# The Oh Riley Factor



## BV77 (Jan 22, 2005)

Riley's been with us a little over 3 weeks now, and is growing like a weed. He is learning to sit and not bite..but still working on the potty thing, although he is doing pretty good, he still has accidents if we don't keep a constant vigil.

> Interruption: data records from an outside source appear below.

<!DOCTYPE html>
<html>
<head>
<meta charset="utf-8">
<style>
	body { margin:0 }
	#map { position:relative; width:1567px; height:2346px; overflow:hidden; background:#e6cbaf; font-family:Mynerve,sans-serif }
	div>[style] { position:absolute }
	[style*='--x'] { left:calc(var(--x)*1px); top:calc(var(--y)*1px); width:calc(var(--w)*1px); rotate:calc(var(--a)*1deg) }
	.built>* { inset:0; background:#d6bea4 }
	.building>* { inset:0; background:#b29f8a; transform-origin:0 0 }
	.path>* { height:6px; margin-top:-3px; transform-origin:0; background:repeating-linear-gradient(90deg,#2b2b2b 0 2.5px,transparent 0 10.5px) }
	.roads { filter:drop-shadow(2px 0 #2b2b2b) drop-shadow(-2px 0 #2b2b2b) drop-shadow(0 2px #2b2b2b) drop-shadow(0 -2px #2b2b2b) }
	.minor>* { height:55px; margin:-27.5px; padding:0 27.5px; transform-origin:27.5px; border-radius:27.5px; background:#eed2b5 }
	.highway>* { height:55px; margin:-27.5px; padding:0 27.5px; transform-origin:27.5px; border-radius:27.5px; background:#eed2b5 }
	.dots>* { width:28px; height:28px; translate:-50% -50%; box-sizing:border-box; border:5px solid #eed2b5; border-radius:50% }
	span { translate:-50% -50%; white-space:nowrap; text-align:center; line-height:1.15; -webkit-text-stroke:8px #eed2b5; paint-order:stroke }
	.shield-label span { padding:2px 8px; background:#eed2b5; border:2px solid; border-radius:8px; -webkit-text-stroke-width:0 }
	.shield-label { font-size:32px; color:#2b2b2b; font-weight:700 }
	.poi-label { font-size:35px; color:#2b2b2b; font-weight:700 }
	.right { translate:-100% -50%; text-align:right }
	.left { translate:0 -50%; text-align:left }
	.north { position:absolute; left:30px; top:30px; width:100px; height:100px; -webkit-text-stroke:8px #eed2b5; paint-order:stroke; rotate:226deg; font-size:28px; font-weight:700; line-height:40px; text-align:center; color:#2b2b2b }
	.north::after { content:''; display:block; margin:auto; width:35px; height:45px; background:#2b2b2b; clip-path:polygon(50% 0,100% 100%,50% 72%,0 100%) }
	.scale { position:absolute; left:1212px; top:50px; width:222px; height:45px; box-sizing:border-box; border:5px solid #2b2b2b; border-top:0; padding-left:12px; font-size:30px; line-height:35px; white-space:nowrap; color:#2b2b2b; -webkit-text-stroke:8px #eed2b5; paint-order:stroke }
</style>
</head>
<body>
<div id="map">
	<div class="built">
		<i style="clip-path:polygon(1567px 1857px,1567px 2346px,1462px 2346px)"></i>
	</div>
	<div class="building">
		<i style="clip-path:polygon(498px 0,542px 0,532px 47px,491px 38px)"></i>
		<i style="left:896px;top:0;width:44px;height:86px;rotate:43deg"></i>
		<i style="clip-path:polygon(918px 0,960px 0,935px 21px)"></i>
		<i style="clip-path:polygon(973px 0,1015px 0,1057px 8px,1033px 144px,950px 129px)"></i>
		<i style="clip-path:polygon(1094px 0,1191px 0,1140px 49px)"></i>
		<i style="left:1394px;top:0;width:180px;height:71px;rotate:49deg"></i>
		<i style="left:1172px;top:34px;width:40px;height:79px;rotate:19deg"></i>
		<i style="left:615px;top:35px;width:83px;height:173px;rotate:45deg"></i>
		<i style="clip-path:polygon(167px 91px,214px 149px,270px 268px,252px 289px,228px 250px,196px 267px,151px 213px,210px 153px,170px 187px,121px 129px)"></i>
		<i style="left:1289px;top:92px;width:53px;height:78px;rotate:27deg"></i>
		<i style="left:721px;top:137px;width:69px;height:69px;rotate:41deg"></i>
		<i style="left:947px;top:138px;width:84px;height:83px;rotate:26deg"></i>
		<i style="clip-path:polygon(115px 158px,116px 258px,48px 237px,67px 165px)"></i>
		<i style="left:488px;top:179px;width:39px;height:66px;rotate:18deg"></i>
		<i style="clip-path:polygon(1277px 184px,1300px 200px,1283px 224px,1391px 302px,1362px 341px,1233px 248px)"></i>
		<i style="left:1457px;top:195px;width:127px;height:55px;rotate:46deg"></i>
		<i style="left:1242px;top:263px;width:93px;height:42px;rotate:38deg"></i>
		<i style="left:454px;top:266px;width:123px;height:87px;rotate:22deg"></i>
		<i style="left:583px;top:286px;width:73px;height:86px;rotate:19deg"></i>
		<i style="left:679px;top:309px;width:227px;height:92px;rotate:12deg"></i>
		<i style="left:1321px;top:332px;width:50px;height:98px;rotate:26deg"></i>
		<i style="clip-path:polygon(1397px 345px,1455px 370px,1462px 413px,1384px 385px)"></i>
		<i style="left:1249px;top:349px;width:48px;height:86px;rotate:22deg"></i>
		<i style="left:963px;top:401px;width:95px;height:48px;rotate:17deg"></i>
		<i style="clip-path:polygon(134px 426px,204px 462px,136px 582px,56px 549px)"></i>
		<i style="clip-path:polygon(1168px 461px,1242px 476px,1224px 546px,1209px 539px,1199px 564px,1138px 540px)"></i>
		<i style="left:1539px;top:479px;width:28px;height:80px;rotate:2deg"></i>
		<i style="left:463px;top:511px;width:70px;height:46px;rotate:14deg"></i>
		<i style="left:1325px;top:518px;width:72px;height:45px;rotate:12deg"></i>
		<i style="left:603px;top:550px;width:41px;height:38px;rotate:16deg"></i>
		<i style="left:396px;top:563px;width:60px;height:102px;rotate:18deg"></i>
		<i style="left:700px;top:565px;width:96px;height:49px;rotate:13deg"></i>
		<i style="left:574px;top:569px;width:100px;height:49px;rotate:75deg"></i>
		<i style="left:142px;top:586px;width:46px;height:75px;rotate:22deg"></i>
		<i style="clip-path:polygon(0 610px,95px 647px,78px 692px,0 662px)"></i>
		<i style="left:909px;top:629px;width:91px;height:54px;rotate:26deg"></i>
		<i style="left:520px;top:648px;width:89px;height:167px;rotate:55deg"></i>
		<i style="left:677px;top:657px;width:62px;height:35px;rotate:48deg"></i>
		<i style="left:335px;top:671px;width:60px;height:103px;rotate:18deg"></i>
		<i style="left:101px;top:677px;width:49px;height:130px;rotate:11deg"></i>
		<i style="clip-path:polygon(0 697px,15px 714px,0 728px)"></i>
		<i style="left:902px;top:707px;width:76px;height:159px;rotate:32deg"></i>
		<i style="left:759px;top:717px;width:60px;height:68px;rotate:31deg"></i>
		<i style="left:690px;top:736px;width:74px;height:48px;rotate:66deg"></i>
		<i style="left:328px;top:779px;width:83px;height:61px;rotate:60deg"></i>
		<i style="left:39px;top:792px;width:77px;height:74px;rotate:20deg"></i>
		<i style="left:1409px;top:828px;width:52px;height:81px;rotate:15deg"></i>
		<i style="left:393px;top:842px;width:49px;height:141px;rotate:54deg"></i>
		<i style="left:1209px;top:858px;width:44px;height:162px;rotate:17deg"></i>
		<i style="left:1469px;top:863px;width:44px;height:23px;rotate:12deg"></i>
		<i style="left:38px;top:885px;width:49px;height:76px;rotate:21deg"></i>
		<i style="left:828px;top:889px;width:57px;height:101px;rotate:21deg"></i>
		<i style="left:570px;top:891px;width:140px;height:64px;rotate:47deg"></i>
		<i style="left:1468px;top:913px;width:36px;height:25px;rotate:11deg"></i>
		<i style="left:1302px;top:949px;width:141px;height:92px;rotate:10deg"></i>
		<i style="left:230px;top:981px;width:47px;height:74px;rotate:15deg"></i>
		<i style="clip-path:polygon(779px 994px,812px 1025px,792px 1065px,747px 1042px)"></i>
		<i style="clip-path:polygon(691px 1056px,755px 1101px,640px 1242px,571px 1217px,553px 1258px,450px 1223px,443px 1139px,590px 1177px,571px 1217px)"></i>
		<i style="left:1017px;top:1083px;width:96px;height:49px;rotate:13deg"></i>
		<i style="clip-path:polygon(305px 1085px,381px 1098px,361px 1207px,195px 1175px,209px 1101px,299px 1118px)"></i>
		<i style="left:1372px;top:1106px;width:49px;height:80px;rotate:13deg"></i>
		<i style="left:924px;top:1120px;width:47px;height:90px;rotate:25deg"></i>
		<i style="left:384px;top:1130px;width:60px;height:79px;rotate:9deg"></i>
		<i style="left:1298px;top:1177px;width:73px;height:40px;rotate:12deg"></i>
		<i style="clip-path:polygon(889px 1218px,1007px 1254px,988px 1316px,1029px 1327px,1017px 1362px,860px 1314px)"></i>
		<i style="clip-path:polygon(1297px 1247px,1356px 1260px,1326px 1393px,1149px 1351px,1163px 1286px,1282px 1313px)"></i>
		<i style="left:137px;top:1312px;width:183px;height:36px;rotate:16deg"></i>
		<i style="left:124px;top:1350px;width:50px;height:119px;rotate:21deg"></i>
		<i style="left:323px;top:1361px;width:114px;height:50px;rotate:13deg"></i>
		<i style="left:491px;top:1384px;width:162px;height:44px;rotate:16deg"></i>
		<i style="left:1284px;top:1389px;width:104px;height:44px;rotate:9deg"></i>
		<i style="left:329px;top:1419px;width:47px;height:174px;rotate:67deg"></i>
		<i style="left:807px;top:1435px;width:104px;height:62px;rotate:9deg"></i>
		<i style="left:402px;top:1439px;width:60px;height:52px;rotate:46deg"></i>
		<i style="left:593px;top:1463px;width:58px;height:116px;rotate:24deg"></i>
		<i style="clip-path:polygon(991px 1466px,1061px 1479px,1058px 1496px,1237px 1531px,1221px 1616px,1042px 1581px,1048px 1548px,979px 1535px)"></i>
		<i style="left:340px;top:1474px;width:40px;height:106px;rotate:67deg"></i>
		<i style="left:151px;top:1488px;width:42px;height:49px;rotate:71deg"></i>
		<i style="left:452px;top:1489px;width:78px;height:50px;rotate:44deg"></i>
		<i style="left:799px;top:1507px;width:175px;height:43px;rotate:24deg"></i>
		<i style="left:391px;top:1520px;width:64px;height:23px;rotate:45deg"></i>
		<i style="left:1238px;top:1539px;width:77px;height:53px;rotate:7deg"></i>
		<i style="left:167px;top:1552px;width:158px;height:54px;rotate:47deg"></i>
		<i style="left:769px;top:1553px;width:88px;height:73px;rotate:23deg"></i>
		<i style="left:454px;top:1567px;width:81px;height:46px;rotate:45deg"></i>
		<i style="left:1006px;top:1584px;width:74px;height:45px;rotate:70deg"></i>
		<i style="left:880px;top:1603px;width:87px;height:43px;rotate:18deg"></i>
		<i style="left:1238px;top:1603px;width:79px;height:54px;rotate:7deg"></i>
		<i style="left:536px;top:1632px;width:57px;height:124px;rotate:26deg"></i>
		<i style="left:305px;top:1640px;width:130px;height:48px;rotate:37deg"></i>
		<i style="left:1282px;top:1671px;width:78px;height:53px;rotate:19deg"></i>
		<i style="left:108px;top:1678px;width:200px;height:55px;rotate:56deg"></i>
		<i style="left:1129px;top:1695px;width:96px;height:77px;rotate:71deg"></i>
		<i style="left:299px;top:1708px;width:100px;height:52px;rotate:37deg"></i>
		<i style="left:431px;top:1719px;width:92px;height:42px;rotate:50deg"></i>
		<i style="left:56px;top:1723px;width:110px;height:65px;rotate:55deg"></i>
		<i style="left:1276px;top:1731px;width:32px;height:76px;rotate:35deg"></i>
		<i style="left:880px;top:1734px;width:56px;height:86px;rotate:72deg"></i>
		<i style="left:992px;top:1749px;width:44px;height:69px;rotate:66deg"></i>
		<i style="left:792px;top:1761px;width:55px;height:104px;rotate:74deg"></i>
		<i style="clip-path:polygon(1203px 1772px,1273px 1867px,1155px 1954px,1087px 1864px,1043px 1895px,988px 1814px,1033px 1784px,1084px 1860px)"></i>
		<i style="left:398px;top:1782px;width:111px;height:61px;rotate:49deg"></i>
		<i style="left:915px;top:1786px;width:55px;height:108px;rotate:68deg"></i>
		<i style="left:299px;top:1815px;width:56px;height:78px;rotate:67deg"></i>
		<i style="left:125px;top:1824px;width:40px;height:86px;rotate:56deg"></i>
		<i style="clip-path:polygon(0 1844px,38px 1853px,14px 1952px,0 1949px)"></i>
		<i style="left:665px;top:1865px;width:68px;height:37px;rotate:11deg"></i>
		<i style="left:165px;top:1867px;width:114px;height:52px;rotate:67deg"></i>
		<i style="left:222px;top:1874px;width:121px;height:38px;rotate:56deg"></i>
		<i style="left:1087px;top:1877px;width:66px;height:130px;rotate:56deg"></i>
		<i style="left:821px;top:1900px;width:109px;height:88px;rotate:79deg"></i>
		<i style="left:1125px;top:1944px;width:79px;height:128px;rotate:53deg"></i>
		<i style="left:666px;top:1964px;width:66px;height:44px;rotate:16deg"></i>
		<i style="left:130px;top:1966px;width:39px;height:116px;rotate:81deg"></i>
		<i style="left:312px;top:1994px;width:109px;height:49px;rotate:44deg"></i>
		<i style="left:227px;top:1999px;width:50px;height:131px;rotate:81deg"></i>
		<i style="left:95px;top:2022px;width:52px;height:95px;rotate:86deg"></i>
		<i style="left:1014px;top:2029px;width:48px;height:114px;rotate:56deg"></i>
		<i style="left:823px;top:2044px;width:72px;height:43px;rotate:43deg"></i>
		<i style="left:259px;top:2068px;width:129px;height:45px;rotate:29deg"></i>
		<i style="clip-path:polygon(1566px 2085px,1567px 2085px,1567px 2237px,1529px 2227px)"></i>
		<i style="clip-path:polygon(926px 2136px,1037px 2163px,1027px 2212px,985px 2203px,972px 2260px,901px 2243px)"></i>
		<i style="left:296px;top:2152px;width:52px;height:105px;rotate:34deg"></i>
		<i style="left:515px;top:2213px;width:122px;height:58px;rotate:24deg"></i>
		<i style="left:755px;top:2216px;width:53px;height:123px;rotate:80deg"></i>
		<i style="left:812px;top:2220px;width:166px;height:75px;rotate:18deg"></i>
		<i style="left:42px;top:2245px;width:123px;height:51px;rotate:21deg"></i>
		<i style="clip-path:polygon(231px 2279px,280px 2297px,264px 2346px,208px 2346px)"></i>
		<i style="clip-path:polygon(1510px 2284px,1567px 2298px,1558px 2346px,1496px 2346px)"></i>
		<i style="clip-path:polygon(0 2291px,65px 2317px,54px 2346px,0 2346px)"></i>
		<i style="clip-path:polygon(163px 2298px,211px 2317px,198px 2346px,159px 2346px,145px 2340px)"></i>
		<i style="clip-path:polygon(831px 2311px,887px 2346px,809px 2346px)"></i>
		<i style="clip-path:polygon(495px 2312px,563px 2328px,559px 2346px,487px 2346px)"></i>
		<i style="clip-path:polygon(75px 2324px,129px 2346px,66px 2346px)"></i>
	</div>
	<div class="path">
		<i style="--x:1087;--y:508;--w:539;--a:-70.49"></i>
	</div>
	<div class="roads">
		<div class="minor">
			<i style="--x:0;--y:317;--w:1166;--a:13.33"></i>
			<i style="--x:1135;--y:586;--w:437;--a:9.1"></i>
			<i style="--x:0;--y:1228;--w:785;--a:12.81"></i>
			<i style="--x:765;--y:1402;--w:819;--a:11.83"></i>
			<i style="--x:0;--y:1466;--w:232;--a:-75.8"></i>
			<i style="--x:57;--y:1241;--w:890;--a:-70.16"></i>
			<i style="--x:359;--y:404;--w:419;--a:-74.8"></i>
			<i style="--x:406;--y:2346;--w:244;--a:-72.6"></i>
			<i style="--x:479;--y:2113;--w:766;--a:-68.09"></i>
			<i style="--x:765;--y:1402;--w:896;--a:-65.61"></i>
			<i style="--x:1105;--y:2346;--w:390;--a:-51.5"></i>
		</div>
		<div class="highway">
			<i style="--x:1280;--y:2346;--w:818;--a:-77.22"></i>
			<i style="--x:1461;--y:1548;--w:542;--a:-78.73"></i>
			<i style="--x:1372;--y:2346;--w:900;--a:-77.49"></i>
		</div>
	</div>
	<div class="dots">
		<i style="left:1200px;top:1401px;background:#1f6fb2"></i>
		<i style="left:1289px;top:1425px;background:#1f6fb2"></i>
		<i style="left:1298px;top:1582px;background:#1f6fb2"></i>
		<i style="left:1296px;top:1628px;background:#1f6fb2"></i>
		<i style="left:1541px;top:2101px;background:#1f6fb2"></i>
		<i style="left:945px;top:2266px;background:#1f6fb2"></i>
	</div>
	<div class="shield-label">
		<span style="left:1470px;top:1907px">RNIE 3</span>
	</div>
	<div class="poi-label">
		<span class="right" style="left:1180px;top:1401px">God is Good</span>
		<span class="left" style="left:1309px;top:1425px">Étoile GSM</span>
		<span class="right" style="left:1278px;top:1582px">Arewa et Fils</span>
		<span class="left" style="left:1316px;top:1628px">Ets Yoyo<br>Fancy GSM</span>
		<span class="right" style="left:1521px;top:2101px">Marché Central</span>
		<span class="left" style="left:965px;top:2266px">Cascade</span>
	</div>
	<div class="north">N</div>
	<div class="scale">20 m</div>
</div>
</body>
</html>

We still miss Mason, and chokes me up to even think of him...he was a SWEETHEART!


----------



## Guest (Jun 29, 2009)

cute dog Bob.


----------



## Shaggy (Apr 29, 2005)

What kind of dog is he? Mastuff, pittbull, boxer?


----------



## COM (Mar 15, 2008)

He looks like a Mastiff mix, and he is absolutely ADORABLE!


----------



## jones57742 (Sep 8, 2007)

Bob:

His white socks are very pretty.

Cute little puppy dog!

I don't guess that this little puppy dog is getting spoiled rotten is he?

TR


----------



## StripesAndFins (Dec 31, 2008)

awesome dog BV77. hes cute


----------



## BV77 (Jan 22, 2005)

he's a pure boxer...without the papers......we don't care about the papers as we won't show him. We just wanted a pet.


----------



## 207lauras (Jan 28, 2009)

I WANT YOUR PUP!!!!! Soooo cute, the kiddies have been buggin me for awhile and im thisclose to giving in, you photos might just push me over the edge!


----------



## BV77 (Jan 22, 2005)

When we got him, the lady had one more male brindle like Riley, and 5 fawn colored females....it was a hard decision but we knew we wanted a male, so that narrowed the field.


----------



## Pareeeee (Jan 22, 2005)

I LOVE BOXERS......man....I HAVE to get a dog. and soon. my hubby and I are looking for one....


----------



## Fishychic (Dec 7, 2008)

Oh my gosh....There goes my heart! 

You are so lucky to be able to have a dog. My brother is deathly allergic and dogs are my favorite animal! 

Sometimes, i think the family should get rid of him and just get a dog


----------



## Guest (Jul 8, 2009)

lol FC!!!!!!!!!


----------



## BV77 (Jan 22, 2005)

Riley's still growing....these are some pics from 080809
























Riley's housebreaking is about done, he doesn't go in the house anymore, but sometimes stops short and goes in the garage. At least that's an improvement and shows he's getting the idea.


----------



## Obsidian (May 20, 2007)

Bob this guys facial expressions are just great. I love the perky ears. Ya did well darlin!


----------



## Dragonbeards (Dec 14, 2008)

Oh my goodness, he is so cute! I adore his ears! Awesome dog you got there!


----------